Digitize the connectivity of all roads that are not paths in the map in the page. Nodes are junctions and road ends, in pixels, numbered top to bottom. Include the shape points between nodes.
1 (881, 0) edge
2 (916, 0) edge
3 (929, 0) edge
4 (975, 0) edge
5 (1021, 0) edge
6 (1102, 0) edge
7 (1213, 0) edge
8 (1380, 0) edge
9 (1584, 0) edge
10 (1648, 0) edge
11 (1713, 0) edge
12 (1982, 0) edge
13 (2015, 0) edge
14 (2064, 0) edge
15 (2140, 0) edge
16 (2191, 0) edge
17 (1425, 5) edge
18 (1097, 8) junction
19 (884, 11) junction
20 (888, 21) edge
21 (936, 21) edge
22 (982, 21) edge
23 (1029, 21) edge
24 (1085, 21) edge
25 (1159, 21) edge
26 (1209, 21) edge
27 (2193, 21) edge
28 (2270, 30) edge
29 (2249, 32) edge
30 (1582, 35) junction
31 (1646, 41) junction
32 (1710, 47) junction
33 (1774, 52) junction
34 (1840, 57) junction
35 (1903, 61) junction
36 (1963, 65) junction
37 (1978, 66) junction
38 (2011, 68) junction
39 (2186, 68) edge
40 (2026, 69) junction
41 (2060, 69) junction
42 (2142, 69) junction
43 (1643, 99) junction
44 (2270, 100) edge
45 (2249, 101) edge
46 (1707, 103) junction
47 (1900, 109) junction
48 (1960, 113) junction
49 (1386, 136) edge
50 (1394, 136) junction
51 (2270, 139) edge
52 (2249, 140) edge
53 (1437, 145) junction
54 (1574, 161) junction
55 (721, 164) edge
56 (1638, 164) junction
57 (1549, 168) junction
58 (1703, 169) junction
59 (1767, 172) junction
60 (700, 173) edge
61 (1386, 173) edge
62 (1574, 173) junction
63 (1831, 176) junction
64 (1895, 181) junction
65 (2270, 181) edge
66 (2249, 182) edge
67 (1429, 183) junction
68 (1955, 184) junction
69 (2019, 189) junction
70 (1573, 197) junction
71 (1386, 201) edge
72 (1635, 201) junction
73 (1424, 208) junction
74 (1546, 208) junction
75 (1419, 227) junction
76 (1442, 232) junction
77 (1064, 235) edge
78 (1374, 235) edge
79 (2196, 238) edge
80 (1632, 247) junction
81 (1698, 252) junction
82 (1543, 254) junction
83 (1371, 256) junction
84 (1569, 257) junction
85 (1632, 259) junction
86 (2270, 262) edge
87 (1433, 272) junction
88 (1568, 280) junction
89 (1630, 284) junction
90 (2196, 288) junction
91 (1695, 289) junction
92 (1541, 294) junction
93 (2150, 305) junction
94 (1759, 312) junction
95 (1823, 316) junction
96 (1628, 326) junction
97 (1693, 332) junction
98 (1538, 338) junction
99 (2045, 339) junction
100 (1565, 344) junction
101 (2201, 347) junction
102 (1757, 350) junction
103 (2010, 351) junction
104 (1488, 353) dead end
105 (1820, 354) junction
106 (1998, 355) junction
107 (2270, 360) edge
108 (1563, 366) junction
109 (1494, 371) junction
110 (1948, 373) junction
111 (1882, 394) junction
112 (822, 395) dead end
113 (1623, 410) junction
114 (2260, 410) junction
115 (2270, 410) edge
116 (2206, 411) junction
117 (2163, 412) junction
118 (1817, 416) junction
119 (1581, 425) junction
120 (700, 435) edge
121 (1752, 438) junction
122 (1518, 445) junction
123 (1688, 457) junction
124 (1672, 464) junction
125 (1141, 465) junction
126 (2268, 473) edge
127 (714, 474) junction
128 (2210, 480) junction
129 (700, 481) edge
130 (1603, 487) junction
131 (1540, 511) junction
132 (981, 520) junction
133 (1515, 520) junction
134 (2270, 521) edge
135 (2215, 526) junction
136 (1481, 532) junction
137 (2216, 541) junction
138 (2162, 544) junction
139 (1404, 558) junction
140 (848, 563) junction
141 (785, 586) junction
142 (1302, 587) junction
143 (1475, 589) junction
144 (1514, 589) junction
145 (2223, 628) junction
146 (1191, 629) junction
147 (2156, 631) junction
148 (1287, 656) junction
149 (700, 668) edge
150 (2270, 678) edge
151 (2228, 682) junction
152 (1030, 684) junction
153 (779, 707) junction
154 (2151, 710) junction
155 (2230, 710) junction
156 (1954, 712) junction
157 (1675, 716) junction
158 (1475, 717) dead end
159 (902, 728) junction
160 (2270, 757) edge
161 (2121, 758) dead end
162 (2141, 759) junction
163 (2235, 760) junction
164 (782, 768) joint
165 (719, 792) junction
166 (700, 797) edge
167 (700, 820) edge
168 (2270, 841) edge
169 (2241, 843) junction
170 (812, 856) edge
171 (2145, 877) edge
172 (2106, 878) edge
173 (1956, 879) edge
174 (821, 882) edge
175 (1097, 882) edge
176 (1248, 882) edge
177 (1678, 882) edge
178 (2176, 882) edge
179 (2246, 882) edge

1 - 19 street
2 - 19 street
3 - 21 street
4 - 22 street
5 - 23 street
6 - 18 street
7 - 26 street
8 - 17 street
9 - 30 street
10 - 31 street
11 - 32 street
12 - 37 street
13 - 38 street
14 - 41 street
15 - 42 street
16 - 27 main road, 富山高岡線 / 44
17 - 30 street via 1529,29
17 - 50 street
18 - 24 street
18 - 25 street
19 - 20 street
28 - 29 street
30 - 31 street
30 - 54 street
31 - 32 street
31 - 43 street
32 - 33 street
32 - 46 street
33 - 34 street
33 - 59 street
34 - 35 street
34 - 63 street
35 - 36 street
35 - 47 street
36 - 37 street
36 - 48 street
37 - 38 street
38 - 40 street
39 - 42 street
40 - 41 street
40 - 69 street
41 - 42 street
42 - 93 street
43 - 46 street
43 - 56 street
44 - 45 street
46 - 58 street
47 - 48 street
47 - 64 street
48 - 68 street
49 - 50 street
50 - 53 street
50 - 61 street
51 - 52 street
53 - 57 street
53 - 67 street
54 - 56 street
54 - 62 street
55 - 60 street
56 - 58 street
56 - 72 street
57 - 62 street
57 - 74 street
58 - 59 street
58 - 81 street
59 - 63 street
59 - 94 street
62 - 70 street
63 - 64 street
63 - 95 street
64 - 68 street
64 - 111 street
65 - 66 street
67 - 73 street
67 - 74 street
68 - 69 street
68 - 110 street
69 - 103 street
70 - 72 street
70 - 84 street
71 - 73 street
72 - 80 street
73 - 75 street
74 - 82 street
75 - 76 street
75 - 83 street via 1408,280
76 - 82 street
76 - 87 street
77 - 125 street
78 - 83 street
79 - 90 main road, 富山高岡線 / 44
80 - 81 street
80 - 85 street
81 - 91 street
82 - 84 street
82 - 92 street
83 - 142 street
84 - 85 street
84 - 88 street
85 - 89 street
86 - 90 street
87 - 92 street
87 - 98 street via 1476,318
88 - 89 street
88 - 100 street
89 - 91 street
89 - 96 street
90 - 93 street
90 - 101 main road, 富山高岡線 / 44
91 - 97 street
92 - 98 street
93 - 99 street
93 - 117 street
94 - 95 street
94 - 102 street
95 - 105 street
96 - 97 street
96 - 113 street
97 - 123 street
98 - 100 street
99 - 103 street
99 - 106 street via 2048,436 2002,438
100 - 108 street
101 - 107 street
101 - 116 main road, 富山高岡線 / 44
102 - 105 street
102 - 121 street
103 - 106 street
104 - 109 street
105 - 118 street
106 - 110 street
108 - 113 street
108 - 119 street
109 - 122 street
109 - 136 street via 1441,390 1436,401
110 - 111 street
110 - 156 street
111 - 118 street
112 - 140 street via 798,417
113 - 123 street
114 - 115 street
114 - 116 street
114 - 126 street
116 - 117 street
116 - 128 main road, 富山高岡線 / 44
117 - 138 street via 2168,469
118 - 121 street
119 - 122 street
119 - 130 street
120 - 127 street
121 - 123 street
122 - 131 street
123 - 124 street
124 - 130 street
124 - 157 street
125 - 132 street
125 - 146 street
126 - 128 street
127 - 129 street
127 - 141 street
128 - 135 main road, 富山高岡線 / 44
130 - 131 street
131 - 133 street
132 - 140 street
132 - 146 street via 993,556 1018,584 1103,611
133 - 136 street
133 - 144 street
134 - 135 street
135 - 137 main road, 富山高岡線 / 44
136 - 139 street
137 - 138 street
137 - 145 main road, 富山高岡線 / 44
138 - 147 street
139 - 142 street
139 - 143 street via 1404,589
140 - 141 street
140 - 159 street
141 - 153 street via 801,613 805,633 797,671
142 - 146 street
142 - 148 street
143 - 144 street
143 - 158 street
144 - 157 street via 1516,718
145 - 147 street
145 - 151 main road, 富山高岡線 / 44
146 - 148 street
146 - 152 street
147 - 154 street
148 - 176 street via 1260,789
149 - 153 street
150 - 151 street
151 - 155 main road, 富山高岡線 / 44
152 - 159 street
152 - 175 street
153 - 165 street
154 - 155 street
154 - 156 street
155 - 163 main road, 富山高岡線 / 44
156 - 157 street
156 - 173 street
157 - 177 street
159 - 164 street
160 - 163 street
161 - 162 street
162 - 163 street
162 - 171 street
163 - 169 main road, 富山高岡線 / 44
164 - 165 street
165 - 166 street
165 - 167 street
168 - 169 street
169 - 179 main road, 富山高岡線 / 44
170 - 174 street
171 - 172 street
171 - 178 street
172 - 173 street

# What you have to do
Wherever a line in the listing contains the word "dead", copy that line out.

# Your response
104 (1488, 353) dead end
112 (822, 395) dead end
158 (1475, 717) dead end
161 (2121, 758) dead end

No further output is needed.